**Exercise instructions:** Without omitting anything, return the records precisely as given.

──────── Source data

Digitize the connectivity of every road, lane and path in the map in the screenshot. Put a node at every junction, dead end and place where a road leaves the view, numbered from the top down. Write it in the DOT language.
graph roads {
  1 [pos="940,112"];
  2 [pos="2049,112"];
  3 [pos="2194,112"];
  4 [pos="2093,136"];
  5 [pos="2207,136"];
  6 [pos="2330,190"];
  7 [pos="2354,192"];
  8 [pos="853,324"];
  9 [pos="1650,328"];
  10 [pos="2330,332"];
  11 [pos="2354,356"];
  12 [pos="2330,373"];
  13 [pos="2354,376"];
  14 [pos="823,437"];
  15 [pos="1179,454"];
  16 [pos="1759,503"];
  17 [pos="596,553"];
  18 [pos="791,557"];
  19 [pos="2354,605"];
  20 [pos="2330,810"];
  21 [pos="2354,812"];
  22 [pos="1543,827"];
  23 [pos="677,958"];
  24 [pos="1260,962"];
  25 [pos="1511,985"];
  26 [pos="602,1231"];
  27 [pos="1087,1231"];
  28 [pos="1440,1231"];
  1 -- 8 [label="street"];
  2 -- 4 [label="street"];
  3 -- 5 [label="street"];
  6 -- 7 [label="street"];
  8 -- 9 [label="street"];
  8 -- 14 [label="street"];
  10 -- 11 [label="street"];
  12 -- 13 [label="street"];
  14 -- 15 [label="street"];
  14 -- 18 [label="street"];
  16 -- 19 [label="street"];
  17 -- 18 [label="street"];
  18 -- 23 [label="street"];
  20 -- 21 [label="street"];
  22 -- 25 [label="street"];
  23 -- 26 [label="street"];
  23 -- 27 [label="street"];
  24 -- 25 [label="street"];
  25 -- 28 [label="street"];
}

────────────────

**Output of the exercise:**
Digitize the connectivity of every road, lane and path in the map in the screenshot. Put a node at every junction, dead end and place where a road leaves the view, numbered from the top down. Write it in the DOT language.
graph roads {
  1 [pos="940,112"];
  2 [pos="2049,112"];
  3 [pos="2194,112"];
  4 [pos="2093,136"];
  5 [pos="2207,136"];
  6 [pos="2330,190"];
  7 [pos="2354,192"];
  8 [pos="853,324"];
  9 [pos="1650,328"];
  10 [pos="2330,332"];
  11 [pos="2354,356"];
  12 [pos="2330,373"];
  13 [pos="2354,376"];
  14 [pos="823,437"];
  15 [pos="1179,454"];
  16 [pos="1759,503"];
  17 [pos="596,553"];
  18 [pos="791,557"];
  19 [pos="2354,605"];
  20 [pos="2330,810"];
  21 [pos="2354,812"];
  22 [pos="1543,827"];
  23 [pos="677,958"];
  24 [pos="1260,962"];
  25 [pos="1511,985"];
  26 [pos="602,1231"];
  27 [pos="1087,1231"];
  28 [pos="1440,1231"];
  1 -- 8 [label="street"];
  2 -- 4 [label="street"];
  3 -- 5 [label="street"];
  6 -- 7 [label="street"];
  8 -- 9 [label="street"];
  8 -- 14 [label="street"];
  10 -- 11 [label="street"];
  12 -- 13 [label="street"];
  14 -- 15 [label="street"];
  14 -- 18 [label="street"];
  16 -- 19 [label="street"];
  17 -- 18 [label="street"];
  18 -- 23 [label="street"];
  20 -- 21 [label="street"];
  22 -- 25 [label="street"];
  23 -- 26 [label="street"];
  23 -- 27 [label="street"];
  24 -- 25 [label="street"];
  25 -- 28 [label="street"];
}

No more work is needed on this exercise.